16. The system of claim 15, wherein the action or the further action comprises a request for a user to enter information into one or more of the interactable elements of the graphical user interface.
17. The system of claim 16, wherein:
the output data for a final iteration in the one or more iterations is indicative that the target task is complete; and
the further action for the final iteration is an indication that the target task has been completed.
18. The system of claim 15, wherein:
the action is caused to be performed in a graphical user interface of a first application; and
one or more of the further actions are caused to be performed in a graphical user interface of a second application.
19. The system of claim 14, wherein the image of the graphical user interface comprises an overlay for the graphical user interface, the overlay indicating respective locations of the one or more indexed regions and respective indices of the one or more indexed regions, wherein the overlay comprises one or more bounding boxes, and wherein each bounding box corresponds to a location of a respective interactable element of the graphical user interface.

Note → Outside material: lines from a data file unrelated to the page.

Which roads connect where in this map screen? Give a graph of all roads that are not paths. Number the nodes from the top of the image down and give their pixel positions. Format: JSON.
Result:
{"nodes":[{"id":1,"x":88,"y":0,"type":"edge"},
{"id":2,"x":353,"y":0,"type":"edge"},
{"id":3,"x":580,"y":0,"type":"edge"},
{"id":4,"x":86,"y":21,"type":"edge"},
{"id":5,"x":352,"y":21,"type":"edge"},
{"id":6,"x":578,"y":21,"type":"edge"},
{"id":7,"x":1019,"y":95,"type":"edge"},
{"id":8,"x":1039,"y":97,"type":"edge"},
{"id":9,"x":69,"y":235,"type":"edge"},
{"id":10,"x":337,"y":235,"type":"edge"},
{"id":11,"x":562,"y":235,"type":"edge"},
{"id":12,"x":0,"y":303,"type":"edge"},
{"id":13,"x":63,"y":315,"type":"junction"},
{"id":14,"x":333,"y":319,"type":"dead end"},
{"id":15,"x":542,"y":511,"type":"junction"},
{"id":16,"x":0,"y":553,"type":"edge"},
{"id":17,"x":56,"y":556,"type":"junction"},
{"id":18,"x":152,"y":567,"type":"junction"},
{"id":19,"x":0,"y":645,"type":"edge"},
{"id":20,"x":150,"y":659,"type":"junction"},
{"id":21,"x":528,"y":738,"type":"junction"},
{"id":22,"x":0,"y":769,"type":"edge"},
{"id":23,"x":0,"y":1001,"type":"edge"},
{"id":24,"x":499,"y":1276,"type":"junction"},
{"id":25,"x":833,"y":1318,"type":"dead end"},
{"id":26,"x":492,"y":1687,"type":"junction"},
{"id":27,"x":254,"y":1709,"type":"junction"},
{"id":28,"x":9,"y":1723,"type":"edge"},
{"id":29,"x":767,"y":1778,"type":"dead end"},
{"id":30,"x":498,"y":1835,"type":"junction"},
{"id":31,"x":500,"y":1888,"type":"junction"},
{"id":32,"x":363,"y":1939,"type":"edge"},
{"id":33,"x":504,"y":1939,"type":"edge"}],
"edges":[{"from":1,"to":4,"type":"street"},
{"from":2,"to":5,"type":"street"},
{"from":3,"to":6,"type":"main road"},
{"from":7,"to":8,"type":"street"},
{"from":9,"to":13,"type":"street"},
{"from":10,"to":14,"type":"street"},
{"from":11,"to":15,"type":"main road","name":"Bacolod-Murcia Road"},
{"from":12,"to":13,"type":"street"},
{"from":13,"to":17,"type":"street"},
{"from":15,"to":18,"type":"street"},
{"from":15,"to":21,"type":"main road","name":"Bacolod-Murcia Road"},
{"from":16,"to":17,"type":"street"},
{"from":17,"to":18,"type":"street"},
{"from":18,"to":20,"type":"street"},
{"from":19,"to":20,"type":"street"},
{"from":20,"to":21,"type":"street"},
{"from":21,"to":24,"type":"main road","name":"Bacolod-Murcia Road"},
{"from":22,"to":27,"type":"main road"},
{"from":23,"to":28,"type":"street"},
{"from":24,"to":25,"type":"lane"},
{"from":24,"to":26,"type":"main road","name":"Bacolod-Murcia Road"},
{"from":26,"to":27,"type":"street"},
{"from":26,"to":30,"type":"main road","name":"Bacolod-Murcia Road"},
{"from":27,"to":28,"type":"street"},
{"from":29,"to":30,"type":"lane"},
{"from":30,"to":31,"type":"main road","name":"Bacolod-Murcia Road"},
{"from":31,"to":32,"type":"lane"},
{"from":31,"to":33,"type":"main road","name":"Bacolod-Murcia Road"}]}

20. A non-transitory computer readable media comprising computer readable instructions that, when executed by a computer, cause the computer to:
receive a natural language query, wherein the natural language query comprises natural language data indicative of a target task performable via a graphical user interface;
input, into a multi-modal machine-learning model, input data comprising the natural language query and an image of the graphical user interface, the image of the graphical user interface comprising one or more indexed regions corresponding to respective interactable elements of the graphical user interface;
process, by the multi-modal machine-learning model, the input data to generate a set of output data, the set of output data indicative of an action to be taken via the user interface in furtherance of the target task and a corresponding index for an interactable element of the graphical user interface at which the action is to be taken; and
cause the action to be taken via the graphical user interface.